*** Extracted records ***

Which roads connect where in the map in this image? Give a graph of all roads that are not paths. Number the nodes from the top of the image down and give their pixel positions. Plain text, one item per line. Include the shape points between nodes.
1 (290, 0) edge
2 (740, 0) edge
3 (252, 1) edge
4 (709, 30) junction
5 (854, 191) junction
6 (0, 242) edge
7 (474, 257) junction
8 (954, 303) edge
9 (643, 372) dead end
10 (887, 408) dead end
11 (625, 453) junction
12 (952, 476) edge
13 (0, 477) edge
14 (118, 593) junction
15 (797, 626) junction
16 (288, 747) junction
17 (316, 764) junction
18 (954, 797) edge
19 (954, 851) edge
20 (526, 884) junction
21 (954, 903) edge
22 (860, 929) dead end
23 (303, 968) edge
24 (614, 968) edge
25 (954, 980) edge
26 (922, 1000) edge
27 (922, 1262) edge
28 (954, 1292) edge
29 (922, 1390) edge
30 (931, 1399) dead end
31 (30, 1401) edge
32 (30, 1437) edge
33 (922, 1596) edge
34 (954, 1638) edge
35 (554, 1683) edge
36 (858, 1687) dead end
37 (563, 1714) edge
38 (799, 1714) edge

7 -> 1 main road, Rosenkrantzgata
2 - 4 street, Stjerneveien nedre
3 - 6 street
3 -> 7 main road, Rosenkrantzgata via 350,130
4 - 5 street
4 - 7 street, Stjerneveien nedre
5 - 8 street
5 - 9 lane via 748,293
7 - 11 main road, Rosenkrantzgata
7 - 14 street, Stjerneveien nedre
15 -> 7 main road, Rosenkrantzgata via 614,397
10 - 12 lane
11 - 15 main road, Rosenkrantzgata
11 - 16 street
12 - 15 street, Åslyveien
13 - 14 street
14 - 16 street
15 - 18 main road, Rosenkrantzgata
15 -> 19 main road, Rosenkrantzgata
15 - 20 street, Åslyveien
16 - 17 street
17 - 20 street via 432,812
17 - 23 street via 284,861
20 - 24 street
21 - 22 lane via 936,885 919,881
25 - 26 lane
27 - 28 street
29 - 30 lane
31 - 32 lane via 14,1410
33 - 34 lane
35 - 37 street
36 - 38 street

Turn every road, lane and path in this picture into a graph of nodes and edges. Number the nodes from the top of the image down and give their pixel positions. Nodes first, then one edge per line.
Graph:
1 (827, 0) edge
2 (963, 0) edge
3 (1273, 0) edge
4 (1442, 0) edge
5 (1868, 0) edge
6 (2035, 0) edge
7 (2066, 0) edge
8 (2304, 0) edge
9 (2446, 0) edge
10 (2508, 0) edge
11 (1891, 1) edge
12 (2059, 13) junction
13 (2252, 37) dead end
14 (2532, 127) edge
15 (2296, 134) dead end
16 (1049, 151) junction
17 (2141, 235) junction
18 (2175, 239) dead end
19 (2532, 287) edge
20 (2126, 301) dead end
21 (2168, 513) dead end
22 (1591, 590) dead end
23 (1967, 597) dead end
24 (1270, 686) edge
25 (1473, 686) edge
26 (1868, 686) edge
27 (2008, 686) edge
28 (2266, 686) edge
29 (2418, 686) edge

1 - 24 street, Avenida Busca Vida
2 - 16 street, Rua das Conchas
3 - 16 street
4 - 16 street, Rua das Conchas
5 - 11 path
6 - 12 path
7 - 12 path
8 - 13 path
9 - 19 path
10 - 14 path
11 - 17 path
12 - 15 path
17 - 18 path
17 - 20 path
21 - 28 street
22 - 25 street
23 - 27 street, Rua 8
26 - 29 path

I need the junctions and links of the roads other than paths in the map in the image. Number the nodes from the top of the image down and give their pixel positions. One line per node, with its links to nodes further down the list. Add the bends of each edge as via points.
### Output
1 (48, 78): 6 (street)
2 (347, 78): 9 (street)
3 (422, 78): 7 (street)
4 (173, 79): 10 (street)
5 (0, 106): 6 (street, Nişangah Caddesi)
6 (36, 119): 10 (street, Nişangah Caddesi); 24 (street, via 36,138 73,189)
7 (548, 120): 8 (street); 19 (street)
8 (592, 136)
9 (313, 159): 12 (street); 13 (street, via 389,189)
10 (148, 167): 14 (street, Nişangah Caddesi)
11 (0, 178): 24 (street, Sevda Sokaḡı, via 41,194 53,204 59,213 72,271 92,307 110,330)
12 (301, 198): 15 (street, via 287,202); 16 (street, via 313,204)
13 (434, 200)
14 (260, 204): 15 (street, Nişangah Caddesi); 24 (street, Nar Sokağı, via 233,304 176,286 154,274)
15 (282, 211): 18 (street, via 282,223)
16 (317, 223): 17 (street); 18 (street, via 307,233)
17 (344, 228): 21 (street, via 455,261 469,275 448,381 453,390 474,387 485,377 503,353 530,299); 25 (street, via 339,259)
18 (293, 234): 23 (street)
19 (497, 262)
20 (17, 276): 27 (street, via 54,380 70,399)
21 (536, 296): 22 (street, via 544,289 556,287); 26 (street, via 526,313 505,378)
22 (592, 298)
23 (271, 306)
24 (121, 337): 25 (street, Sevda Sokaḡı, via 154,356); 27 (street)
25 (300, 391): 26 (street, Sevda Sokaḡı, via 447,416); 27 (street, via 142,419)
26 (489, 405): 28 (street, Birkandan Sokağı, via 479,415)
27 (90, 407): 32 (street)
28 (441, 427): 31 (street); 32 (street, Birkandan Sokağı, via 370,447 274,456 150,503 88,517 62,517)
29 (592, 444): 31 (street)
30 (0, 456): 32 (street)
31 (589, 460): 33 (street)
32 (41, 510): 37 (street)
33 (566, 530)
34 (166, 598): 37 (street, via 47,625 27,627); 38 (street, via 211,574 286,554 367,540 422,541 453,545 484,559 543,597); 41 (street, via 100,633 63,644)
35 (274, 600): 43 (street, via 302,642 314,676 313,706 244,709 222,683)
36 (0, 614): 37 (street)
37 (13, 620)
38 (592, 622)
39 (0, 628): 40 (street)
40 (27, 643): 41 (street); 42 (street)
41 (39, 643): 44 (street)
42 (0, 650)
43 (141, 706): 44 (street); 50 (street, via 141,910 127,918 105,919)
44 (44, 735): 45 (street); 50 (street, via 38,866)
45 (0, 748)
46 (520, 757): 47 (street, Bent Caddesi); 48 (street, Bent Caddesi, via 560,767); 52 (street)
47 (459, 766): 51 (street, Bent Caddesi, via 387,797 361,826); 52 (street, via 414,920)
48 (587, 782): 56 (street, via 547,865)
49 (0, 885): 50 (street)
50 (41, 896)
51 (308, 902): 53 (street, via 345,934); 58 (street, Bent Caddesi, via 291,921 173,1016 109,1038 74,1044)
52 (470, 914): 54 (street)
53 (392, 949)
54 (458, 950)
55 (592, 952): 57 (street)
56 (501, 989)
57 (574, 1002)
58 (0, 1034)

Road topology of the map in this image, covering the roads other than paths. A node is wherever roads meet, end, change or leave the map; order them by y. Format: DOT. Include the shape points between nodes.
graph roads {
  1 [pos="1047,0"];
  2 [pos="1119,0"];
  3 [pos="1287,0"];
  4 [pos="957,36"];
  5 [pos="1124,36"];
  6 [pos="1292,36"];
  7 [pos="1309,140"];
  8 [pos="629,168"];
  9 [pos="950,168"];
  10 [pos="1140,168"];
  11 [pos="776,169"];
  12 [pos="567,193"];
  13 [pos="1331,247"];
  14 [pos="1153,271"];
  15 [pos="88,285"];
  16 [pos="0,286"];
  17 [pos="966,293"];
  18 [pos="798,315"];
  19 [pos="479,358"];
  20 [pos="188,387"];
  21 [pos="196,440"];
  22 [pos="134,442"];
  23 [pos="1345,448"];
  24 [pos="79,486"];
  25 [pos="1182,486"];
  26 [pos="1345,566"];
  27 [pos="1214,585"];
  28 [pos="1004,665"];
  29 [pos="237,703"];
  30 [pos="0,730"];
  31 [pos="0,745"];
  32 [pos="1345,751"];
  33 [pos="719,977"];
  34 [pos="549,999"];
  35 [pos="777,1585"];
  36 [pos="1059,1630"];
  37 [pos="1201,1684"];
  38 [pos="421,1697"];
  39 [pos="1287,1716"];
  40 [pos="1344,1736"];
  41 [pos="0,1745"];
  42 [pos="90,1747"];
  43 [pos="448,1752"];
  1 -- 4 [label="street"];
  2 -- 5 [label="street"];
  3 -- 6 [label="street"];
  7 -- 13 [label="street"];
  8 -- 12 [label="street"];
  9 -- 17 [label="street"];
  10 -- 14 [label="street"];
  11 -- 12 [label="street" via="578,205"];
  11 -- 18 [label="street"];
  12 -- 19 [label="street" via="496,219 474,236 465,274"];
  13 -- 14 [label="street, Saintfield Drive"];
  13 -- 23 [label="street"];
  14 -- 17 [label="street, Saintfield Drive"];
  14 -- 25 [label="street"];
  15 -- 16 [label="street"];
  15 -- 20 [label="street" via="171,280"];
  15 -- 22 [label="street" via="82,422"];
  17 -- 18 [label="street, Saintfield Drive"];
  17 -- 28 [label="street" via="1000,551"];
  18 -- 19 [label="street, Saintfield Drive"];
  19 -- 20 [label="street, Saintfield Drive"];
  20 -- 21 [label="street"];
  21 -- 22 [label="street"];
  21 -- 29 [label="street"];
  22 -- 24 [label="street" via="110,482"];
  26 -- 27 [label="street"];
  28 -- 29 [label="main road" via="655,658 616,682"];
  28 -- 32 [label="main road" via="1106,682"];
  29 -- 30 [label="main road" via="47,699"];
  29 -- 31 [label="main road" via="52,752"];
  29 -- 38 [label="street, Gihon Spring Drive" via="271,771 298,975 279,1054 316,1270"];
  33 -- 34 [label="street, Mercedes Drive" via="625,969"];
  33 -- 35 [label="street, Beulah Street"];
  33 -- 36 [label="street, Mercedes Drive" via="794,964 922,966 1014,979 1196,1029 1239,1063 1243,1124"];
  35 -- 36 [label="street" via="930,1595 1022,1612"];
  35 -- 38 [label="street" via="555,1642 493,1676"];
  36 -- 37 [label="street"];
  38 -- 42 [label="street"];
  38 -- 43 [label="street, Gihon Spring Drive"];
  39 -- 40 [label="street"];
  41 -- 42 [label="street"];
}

***

▶ _Problem details_
Your answer should be a single number: the count of lines in the listing that hold "roads".

▶ _Answer to the problem_
4